Vacations, Sick Leave and Other Time Off
One of the joys of being self-employed is total control of your own schedule. That’s also one of the dangers. It can be far too easy to decide to work some other time (that never seems to actually come). Or, if you’re the guilt-ridden sort, you may not be able to enjoy leisure time or allow yourself to be sick because you can’t get rid of the feeling that you probably should be working. That’s where having a defined sick leave and vacation policy can help. If you define what your work day is, give yourself a reasonable number of sick days and vacation days, then make a point of keeping track of whether or not you’ve worked enough for a day to count as a work day, you can hold yourself accountable to work while allowing yourself to enjoy time off guilt-free.
Each person’s time-off allocation will be different. Someone who writes in the spare time around another job may have to come up with one kind of policy for the allowed reasons not to write in a given evening, while a full-time self-employed author may have an entirely different policy.

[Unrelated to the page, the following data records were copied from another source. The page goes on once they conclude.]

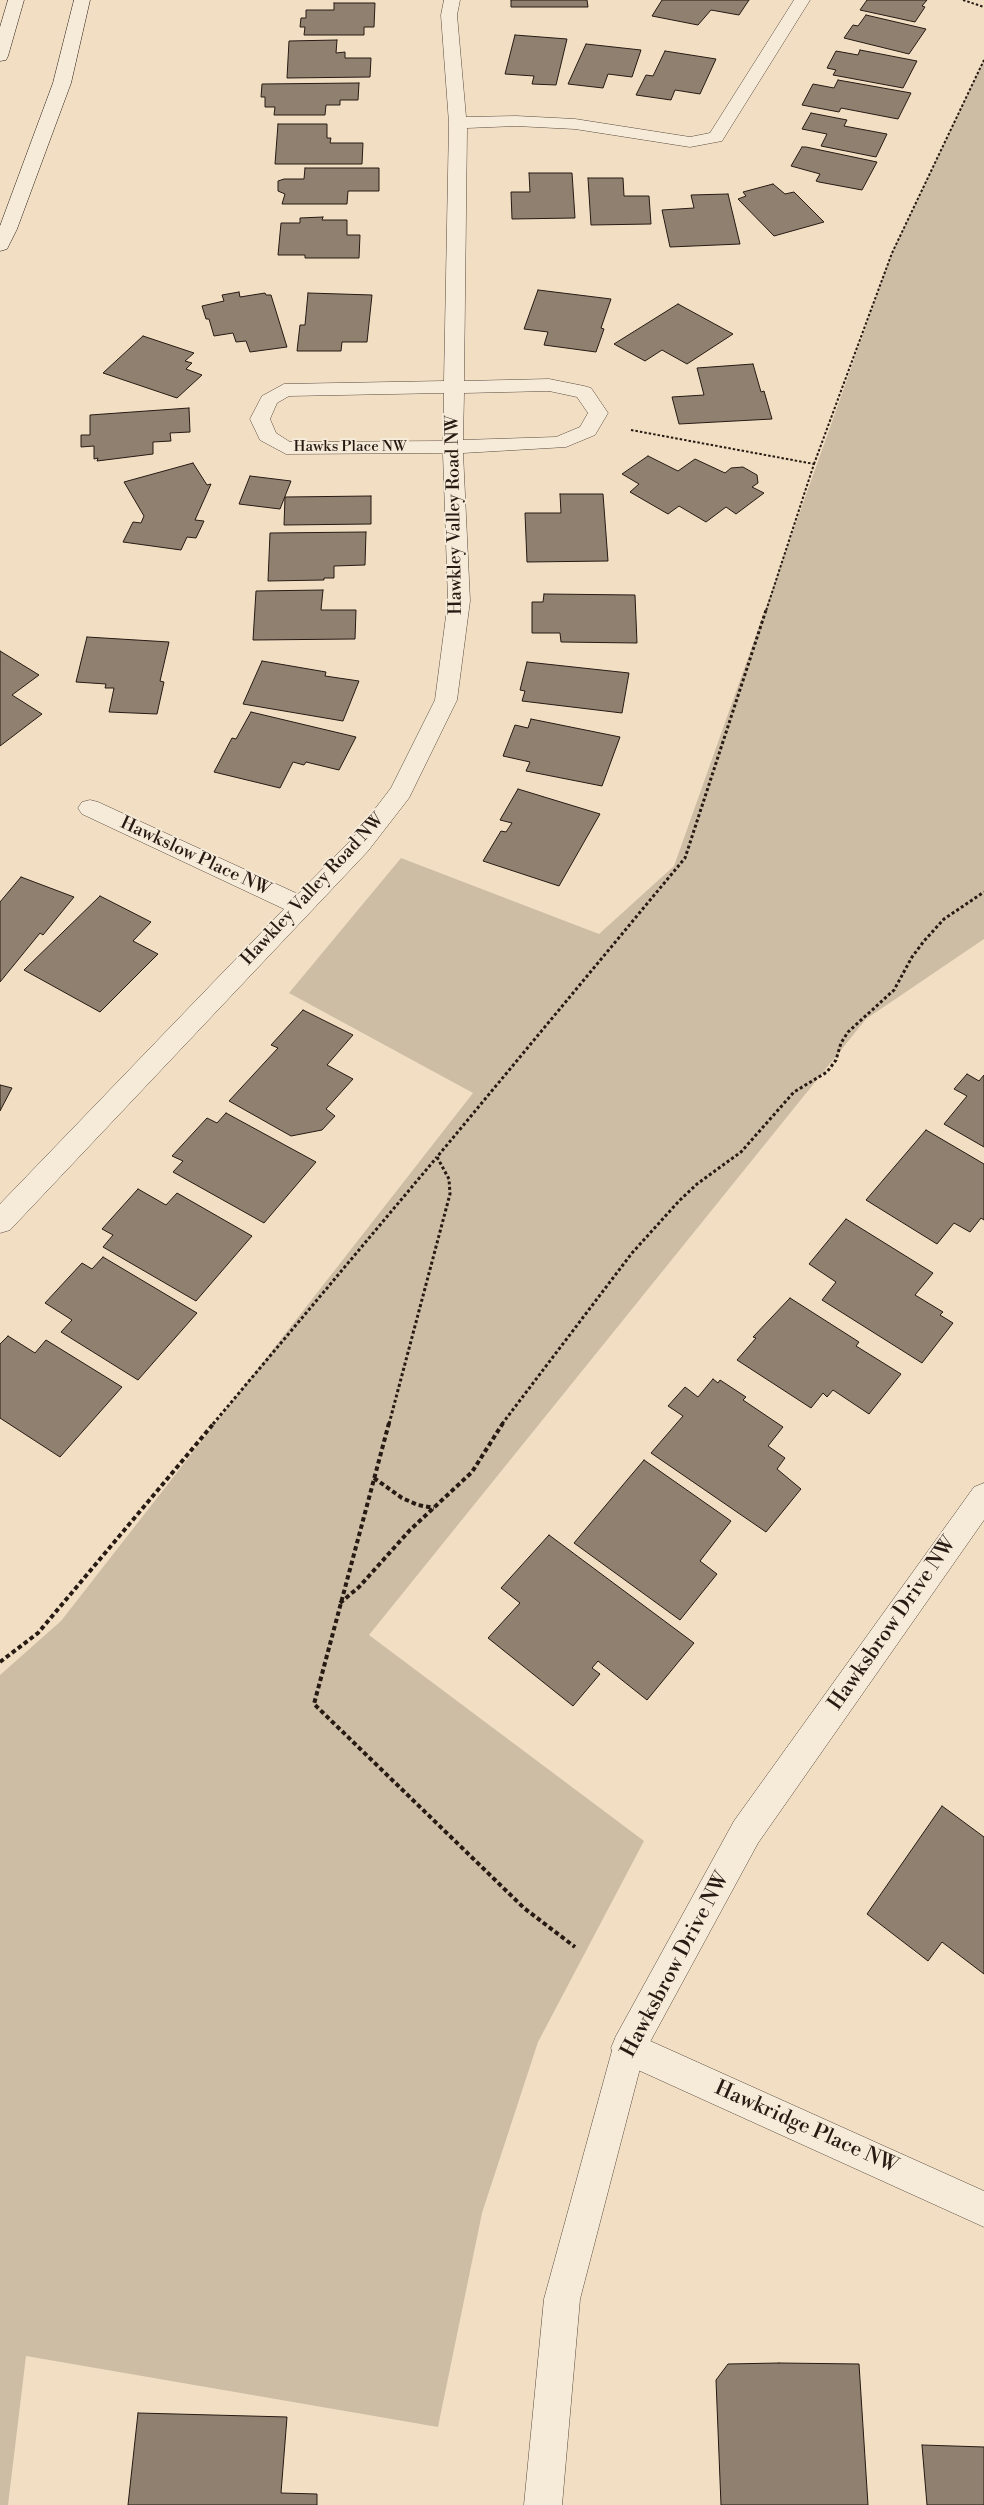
<!DOCTYPE html>
<style>
body{margin:0}
canvas{display:block;background:#f1dec3}
</style>
<canvas width="984" height="2505"></canvas>
<script>
const ctx = document.querySelector('canvas').getContext('2d');
ctx.lineJoin = 'round';
function fill(path, color) { ctx.fillStyle = color; ctx.fill(path, 'evenodd'); }
const toPath = rows => new Path2D(rows.map(r => 'M' + r).join(''));
function strokePath(path, color, width, dash) { ctx.strokeStyle = color; ctx.lineWidth = width; ctx.lineCap = dash ? 'butt' : 'round'; ctx.setLineDash(dash || []); ctx.stroke(path); }
function write(font, color, halo, rows, align = 'center') {
  ctx.font = font + ' "Libre Bodoni",serif'; ctx.lineWidth = 4; ctx.setLineDash([]); ctx.textBaseline = 'middle'; ctx.strokeStyle = halo; ctx.fillStyle = color; for (const [text, x, y, turn = 0] of rows) {
    ctx.save(); ctx.translate(x, y); ctx.rotate((+turn || 0) * Math.PI / 180); ctx.textAlign = isNaN(turn) ? turn : align; if (halo) ctx.strokeText(text, 0, 0); ctx.fillText(text, 0, 0); ctx.restore();
  }
}
const green = toPath([
 [984,60,984,939,866,1019,369,1635,644,1841,538,2042,482,2213,438,2427,26,2356,8,2505,0,2505,0,1675,61,1621,473,1093,289,993,401,858,599,934,674,866,892,253]
]);
const building = toPath([
 [511,0,587,0,588,7,511,7,511,0],
 [749,0,739,15,711,10,698,25,652,16,662,0,749,0],
 [867,0,927,0,922,6,925,7,915,22,860,10,867,0],
 [334,3,375,3,374,27,364,27,364,35,304,35,305,27,300,27,301,18,306,18,306,10,334,10,334,3],
 [866,15,926,29,909,54,844,38,853,25,858,26,866,15],
 [515,35,567,39,556,85,532,84,534,76,505,74,515,35],
 [337,40,336,53,345,52,345,58,371,58,370,77,287,78,289,41,337,40],
 [586,44,641,50,632,77,608,74,603,88,568,84,586,44],
 [860,50,917,61,903,88,833,75,836,70,827,68,836,51,858,55,860,50],
 [665,51,716,59,700,94,675,90,671,100,636,95,646,75,653,76,665,51],
 [838,80,911,93,898,119,841,108,839,112,802,105,813,84,834,88,838,80],
 [359,83,358,100,340,100,340,105,326,105,325,115,274,115,275,107,265,107,265,97,261,97,262,84,359,83],
 [811,113,847,120,844,126,887,134,876,157,821,146,827,134,802,129,811,113],
 [278,124,327,124,327,138,331,138,330,143,363,143,362,164,275,164,278,124],
 [802,147,806,147,877,162,862,190,819,182,816,181,820,174,791,166,802,147],
 [305,168,379,168,379,191,348,191,347,204,282,204,285,194,278,191,278,181,284,179,304,179,305,168],
 [529,173,572,173,575,218,512,219,511,192,530,192,529,173],
 [588,178,623,178,624,196,649,196,651,224,591,225,588,178],
 [773,184,785,194,794,192,824,222,774,236,738,199,746,196,743,192,773,184],
 [728,194,740,244,670,247,662,210,694,208,691,195,728,194],
 [323,217,322,220,347,220,347,235,360,235,359,258,305,258,305,255,278,255,281,223,300,223,300,218,323,217],
 [538,290,611,299,601,328,604,329,596,352,544,345,548,332,524,329,538,290],
 [239,292,240,297,265,293,266,295,271,295,287,347,250,352,246,341,236,342,233,333,214,336,209,319,206,319,202,306,224,301,222,295,239,292],
 [308,293,372,295,367,342,342,342,341,351,297,351,300,325,305,325,308,293],
 [678,304,733,334,687,364,662,350,645,361,614,344,678,304],
 [143,336,194,353,185,361,192,363,186,369,202,375,177,398,103,373,143,336],
 [753,364,761,392,764,391,772,419,679,424,672,397,704,395,697,368,753,364],
 [189,408,190,432,170,433,171,441,153,442,153,454,97,461,98,458,94,459,94,446,81,447,81,435,90,435,90,415,189,408],
 [648,456,678,471,695,459,725,473,731,468,743,467,757,475,758,483,752,487,764,493,736,514,726,507,706,522,679,506,668,514,630,492,639,484,622,474,648,456],
 [193,463,207,485,211,484,195,520,204,521,196,538,187,537,181,550,123,542,133,522,141,523,144,516,124,482,193,463],
 [250,476,291,481,280,509,239,504,250,476],
 [560,494,603,494,608,561,527,562,525,513,561,513,560,494],
 [371,496,371,524,284,525,285,497,371,496],
 [366,532,365,565,334,566,334,578,324,578,324,580,268,581,270,533,366,532],
 [323,590,321,610,356,610,355,639,253,640,256,591,323,590],
 [544,594,635,595,637,643,561,642,560,633,532,633,532,602,543,602,544,594],
 [87,637,169,642,160,681,164,682,157,714,109,712,114,688,105,688,106,684,76,682,87,637],
 [0,651,39,675,12,695,42,714,0,746,0,651],
 [262,661,326,672,325,676,359,681,343,721,243,704,262,661],
 [527,662,629,673,622,713,522,701,525,691,520,690,527,662],
 [251,712,356,737,339,770,306,762,304,765,293,762,280,788,214,772,232,738,236,739,251,712],
 [531,719,620,737,602,786,526,771,530,762,503,756,515,725,528,728,531,719],
 [518,789,600,814,559,886,483,861,501,831,506,832,512,823,500,820,518,789],
 [21,877,74,897,43,935,40,933,0,982,0,902,21,877],
 [100,896,151,922,133,941,158,954,100,1012,24,970,100,896],
 [303,1010,353,1035,327,1065,353,1079,326,1109,335,1116,322,1130,291,1136,229,1101,278,1048,271,1045,303,1010],
 [967,1074,979,1081,984,1075,984,1147,944,1124,967,1096,954,1089,967,1074],
 [0,1085,12,1088,0,1111,0,1085],
 [226,1113,316,1162,264,1223,173,1172,183,1161,172,1156,207,1118,217,1123,226,1113],
 [926,1130,984,1164,984,1220,981,1218,970,1232,954,1223,937,1244,866,1200,926,1130],
 [138,1189,166,1205,177,1193,252,1236,196,1301,103,1247,113,1235,102,1229,138,1189],
 [846,1219,933,1273,915,1295,943,1312,940,1315,953,1323,922,1363,822,1300,836,1282,809,1264,846,1219],
 [103,1257,197,1313,138,1380,61,1332,72,1320,45,1303,82,1263,92,1269,103,1257],
 [790,1298,859,1342,856,1346,901,1374,869,1414,833,1390,827,1397,823,1393,811,1408,737,1360,756,1338,753,1337,790,1298],
 [8,1336,35,1353,46,1340,122,1387,60,1457,0,1418,0,1344,8,1336],
 [713,1379,718,1383,720,1380,746,1397,743,1400,783,1427,768,1446,785,1458,777,1469,801,1489,766,1532,651,1453,683,1416,668,1406,685,1387,698,1397,713,1379],
 [644,1460,731,1521,700,1561,717,1574,680,1620,574,1543,644,1460],
 [549,1535,694,1643,647,1700,598,1661,592,1668,600,1674,573,1706,488,1638,520,1603,501,1588,549,1535],
 [942,1806,984,1837,984,1974,942,1942,928,1961,867,1914,942,1806],
 [779,2363,859,2364,868,2505,721,2505,716,2380,728,2364,779,2363],
 [138,2413,287,2417,281,2493,317,2494,317,2505,128,2505,138,2413],
 [922,2445,984,2447,984,2505,927,2505,922,2445]
]);
const pathFar2 = toPath([
 [963,0,984,7],
 [631,430,814,464,766,611],
 [814,464,892,253,984,60]
]);
const pathFar1 = toPath([
 [213,1424,437,1157],
 [389,1424,450,1194,449,1179,437,1157,685,858,766,610],
 [502,1424,632,1253,679,1201,697,1184,741,1152,794,1092,827,1072,836,1060,841,1043,848,1032,894,990,912,957,924,941,944,919,984,892]
]);
const path = toPath([
 [389,1423,314,1704,524,1908,575,1947],
 [374,1478,402,1498,418,1505,434,1508],
 [340,1603,359,1587,410,1530,472,1472,503,1423],
 [0,1662,38,1633,214,1423]
]);
const minor = toPath([
 [444,0,460,0,457,15,466,117,516,116,575,119,690,137,710,133,794,0,810,0,722,141,690,147,575,129,516,126,467,128,464,381,549,379,584,386,591,388,608,413,595,435,566,447,463,453,470,601,457,700,409,798,368,851,10,1230,0,1233,0,1204,284,909,82,814,78,808,82,802,90,800,98,802,298,894,352,839,391,788,435,700,448,601,443,453,286,454,260,440,250,419,262,396,284,384,444,381,449,123,441,15,444,0],
 [549,391,577,397,588,413,580,427,556,437,463,440,464,393,549,391],
 [444,393,443,441,290,442,276,433,270,419,277,403,289,396,444,393],
 [628,2031,984,2191,984,2227,616,2060,611,2048,616,2036,628,2031]
]);
const tertiary = toPath([
 [984,1483,984,1520,758,1843,644,2053,580,2299,562,2505,524,2505,544,2299,616,2036,734,1821,974,1487,984,1483]
]);
const secondary = toPath([
 [8,0,24,0,8,56,6,60,0,61,0,27,8,0],
 [74,0,90,0,71,83,17,229,7,249,0,251,0,226,53,83,74,0]
]);
const farStreetnames = [
 ["Hawks Place NW",350,447]
];
const streetNames = [
 ["Hawkley Valley Road NW",455,515,-91],
 ["Hawkslow Place NW",195,857,25],
 ["Hawkley Valley Road NW",313,890,-47]
];
const nearStreetnames = [
 ["Hawksbrow Drive NW",893,1624,-55],
 ["Hawksbrow Drive NW",676,1965,-62],
 ["Hawkridge Place NW",806,2128,24]
];
fill(green, '#cebda5');
fill(building, '#90806f');
strokePath(building, '#261a13', 1);
strokePath(minor, '#594b3f', 1);
strokePath(tertiary, '#594b3f', 1);
strokePath(secondary, '#261a13', 1);
strokePath(pathFar2, '#261a13', 2, [2.5, 2]);
strokePath(pathFar1, '#261a13', 3, [3, 2.5]);
strokePath(path, '#261a13', 4, [4.5, 3]);
fill(minor, '#f6ead8');
fill(tertiary, '#f6ead8');
fill(secondary, '#f6ead8');
write('15px', '#261a13', '#f6ead8', farStreetnames);
write('18px', '#261a13', '#f6ead8', streetNames);
write('21px', '#261a13', '#f6ead8', nearStreetnames);
</script>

When you have an office job, there are a number of other reasons why you might not be working during business hours. You may have off-site training, office parties or staff retreats. As an employer, you can give yourself the same benefits. Going to RWA chapter meetings, conferences and workshops could be considered off-site training. So might going to see a movie that fits into your genre or that’s based on a book in your genre (or that stars the actor you’ve cast as your hero -- you can be flexible with this, since you’re the one making the rules!). Give yourself the occasional break during work time, deadlines permitting, for the equivalent of an office party. Go out to lunch, take some time to read a good book, visit a museum or do something else that recharges you and inspires you. A good manager needs that employees need down time every so often to remain effective.
A “staff retreat” is a great way to launch yourself into a new project. Set aside some time to immerse yourself in the world of your next book. Watch movies set in the appropriate time or place. Flip through research books and let yourself daydream. Listen to music that sets the right mood -- all with fun food and drink, of course. At the end of a project, when you’ve typed “The End” and you’re exhausted from the marathon, it’s another good time to have a retreat, this time just to relax and unwind so you can be ready to take on the next project.
By acting like your own boss, as well as your own employee, you can set yourself on the right track toward reaching your writing goals, but you don’t have to give up the freedom and flexibility of working for yourself. Just be a fun boss who still expects you to get the job done.